◆ WORK TO COMPLETE ◆
Every line from the start of the data through the line containing "window.onload = function" should be retyped exactly; the pictures should not.

◆ THE RECORDS ◆
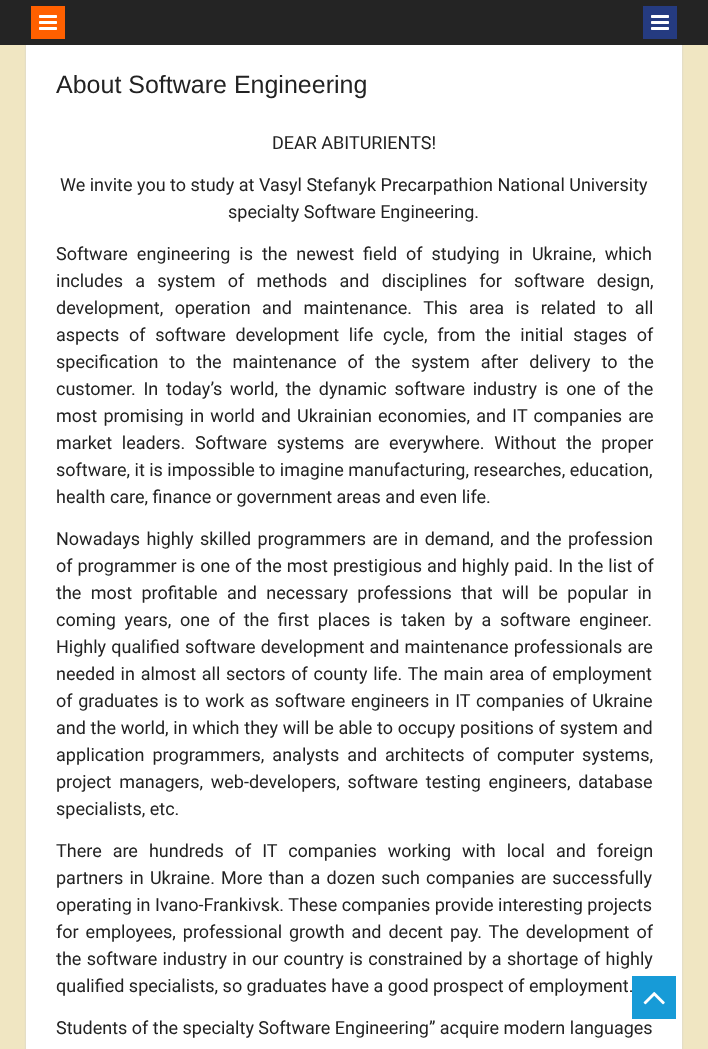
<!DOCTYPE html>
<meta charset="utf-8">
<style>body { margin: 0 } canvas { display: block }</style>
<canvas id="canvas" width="708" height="1049"></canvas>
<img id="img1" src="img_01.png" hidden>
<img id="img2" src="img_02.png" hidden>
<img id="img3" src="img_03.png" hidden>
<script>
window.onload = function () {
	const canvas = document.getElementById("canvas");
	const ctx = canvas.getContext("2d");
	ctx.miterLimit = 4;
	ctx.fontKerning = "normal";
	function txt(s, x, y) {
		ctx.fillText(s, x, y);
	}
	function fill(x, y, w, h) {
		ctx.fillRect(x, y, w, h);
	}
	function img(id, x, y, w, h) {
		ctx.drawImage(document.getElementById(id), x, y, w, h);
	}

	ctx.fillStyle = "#F0E6C2";
	fill(0, 0, 708, 1049);
	ctx.fillStyle = "#CFCFCF";
	ctx.filter = "blur(1px)";
	ctx.beginPath();
	ctx.rect(26, 36, 656, 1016);
	ctx.fill();
	ctx.filter = "none";
	ctx.fillStyle = "#242424";
	fill(0, 0, 708, 45);
	ctx.fillStyle = "#FF6000";
	fill(31, 6, 34, 33);
	img("img1", 39, 15, 18, 15);
	ctx.fillStyle = "#253B80";
	fill(643, 6, 34, 33);
	img("img2", 651, 15, 18, 15);
	ctx.fillStyle = "#FFFFFF";
	fill(26, 45, 656, 1004);
	ctx.fillStyle = "#179BD7";
	fill(632, 976, 44, 43);
	img("img3", 643, 992, 22, 13);
	ctx.font = "25px Liberation Sans";
	ctx.fillStyle = "#222222";
	txt("About Software Engineering", 56, 93);
	ctx.font = "18px Roboto";
	txt("DEAR ABITURIENTS!", 272, 149);
	txt("We invite you to study at Vasyl Stefanyk Precarpathion National University", 60, 191);
	txt("specialty Software Engineering.", 228, 218);
	ctx.wordSpacing = "4.5px";
	txt("Software engineering is the newest field of studying in Ukraine, which", 56, 260);
	ctx.wordSpacing = "7.75px";
	txt("includes a system of methods and disciplines for software design,", 56, 287);
	ctx.wordSpacing = "7px";
	txt("development, operation and maintenance. This area is related to all", 56, 314);
	ctx.wordSpacing = "5.25px";
	txt("aspects of software development life cycle, from the initial stages of", 56, 341);
	ctx.wordSpacing = "6.5px";
	txt("specification to the maintenance of the system after delivery to the", 56, 368);
	ctx.wordSpacing = "3.25px";
	txt("customer. In today’s world, the dynamic software industry is one of the", 56, 395);
	ctx.wordSpacing = "1.75px";
	txt("most promising in world and Ukrainian economies, and IT companies are", 56, 422);
	ctx.wordSpacing = "5.25px";
	txt("market leaders. Software systems are everywhere. Without the proper", 56, 449);
	ctx.wordSpacing = "0px";
	txt("software, it is impossible to imagine manufacturing, researches, education,", 56, 476);
	txt("health care, finance or government areas and even life.", 56, 503);
	ctx.wordSpacing = "1.9px";
	txt("Nowadays highly skilled programmers are in demand, and the profession", 56, 545);
	ctx.wordSpacing = "0.5px";
	txt("of programmer is one of the most prestigious and highly paid. In the list of", 56, 572);
	ctx.wordSpacing = "5px";
	txt("the most profitable and necessary professions that will be popular in", 56, 599);
	ctx.wordSpacing = "4.25px";
	txt("coming years, one of the first places is taken by a software engineer.", 56, 626);
	ctx.wordSpacing = "0.75px";
	txt("Highly qualified software development and maintenance professionals are", 56, 653);
	ctx.wordSpacing = "1.25px";
	txt("needed in almost all sectors of county life. The main area of employment", 56, 680);
	txt("of graduates is to work as software engineers in IT companies of Ukraine", 56, 707);
	ctx.wordSpacing = "0.25px";
	txt("and the world, in which they will be able to occupy positions of system and", 56, 734);
	ctx.wordSpacing = "3.5px";
	txt("application programmers, analysts and architects of computer systems,", 56, 761);
	ctx.wordSpacing = "3.25px";
	txt("project managers, web-developers, software testing engineers, database", 56, 788);
	ctx.wordSpacing = "0px";
	txt("specialists, etc.", 56, 815);
	ctx.wordSpacing = "6.5px";
	txt("There are hundreds of IT companies working with local and foreign", 56, 857);
	ctx.wordSpacing = "1.75px";
	txt("partners in Ukraine. More than a dozen such companies are successfully", 56, 884);
	ctx.wordSpacing = "0px";
	txt("operating in Ivano-Frankivsk. These companies provide interesting projects", 56, 911);
	ctx.wordSpacing = "2.5px";
	txt("for employees, professional growth and decent pay. The development of", 56, 938);
	ctx.wordSpacing = "0.9px";
	txt("the software industry in our country is constrained by a shortage of highly", 56, 965);
	ctx.wordSpacing = "0px";
	txt("qualified specialists, so graduates have a good prospect of employment.", 56, 992);
	txt("Students of the specialty Software Engineering” acquire modern languages", 56, 1034);
};
</script>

◆ TASK RESULT ◆
<!DOCTYPE html>
<meta charset="utf-8">
<style>body { margin: 0 } canvas { display: block }</style>
<canvas id="canvas" width="708" height="1049"></canvas>
<img id="img1" src="img_01.png" hidden>
<img id="img2" src="img_02.png" hidden>
<img id="img3" src="img_03.png" hidden>
<script>
window.onload = function () {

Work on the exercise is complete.